野次馬ならあの修羅場へわざわざ向かわなくて済む。手前で踵を返して帰ってくればいいだけだ。
「君は一つ誤解している。そもそも日本という国は、我々の住むこの島の何十倍も広いのだよ。
「警察があるから、警察屋を雇う必要も自警団を作る必要もない。外交を行うのも政府が組織されていて、それ以外の人間というのがいっぱいいる。つまり人同士の関わりが少ないんだ。
「だから多くの場合、関係がないと言ったらそれは本当にないのだよ……わかるかな?」
わかるかなも何も、普通はそうなんだけどな。ひじりはため息をついた。
変わっているのは、おかしいのはこの島のほうだ。ただそれがわかってなさそうなのはうちの馬鹿もとい網谷十四男の頭が悪いせいではない。真実頭は悪いが。

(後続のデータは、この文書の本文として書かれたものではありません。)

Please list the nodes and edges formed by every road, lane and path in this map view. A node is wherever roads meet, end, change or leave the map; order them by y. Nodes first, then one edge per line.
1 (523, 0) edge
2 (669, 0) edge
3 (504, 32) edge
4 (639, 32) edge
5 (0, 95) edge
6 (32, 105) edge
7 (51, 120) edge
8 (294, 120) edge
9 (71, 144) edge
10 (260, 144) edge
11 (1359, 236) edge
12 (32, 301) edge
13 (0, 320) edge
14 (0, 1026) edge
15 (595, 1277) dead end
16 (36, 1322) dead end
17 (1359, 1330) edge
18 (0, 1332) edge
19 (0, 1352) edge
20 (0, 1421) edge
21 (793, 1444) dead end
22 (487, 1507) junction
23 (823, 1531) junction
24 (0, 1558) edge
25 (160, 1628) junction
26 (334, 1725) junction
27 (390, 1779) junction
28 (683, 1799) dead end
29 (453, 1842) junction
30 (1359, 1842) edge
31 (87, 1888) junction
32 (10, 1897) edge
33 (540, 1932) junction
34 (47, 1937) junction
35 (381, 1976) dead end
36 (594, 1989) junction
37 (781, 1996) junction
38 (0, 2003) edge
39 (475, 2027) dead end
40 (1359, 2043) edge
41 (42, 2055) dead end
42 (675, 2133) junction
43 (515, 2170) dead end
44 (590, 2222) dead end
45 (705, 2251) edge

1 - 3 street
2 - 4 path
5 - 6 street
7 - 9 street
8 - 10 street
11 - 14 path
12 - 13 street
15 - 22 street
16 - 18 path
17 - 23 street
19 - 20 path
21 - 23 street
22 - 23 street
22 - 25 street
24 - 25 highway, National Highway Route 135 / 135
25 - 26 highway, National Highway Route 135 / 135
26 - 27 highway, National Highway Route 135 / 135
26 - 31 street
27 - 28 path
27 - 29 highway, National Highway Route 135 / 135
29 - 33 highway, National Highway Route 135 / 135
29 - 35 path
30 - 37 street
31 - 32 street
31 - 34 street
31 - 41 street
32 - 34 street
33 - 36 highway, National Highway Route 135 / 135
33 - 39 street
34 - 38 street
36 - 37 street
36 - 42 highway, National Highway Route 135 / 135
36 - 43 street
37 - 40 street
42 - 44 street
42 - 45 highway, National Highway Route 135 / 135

トシはこの島で生まれ育った。しかも島外に出ることもなかったという。単に知らないのだ。メキシコなど南米の国と島を行き来している兄たちから話はいろいろ聞いているはずだが、想像しにくいものがあるのだろう。
「『9』、もう行こう。このままじゃトシが納得する前に銃撃戦になる」
9はトシと話すのをやめてこちらを、今初めて口を開いたひじりのほうを振り向いた。それから小首をかしげて港の入り口を覆い隠す人の群れを見た。
「そのようだね。では、トシ。余計な死人が出る前に、我々も現場に入るとしよう。話はそれからでも遅くないだろう?」
「うん」トシは素直にうなずいて、9とひじりの手を握った。その素直さと人懐っこさはなんちゃって賢人のひじりにもまさしく賢人の9にも見習うべき点である。「行くぜっ、カルト探偵団!」
ただ、このセンスの欠片もなければ政治的にも正しくないえげつない頭おかしい組織の名称だけはいい加減勘弁してほしいと思うのだった。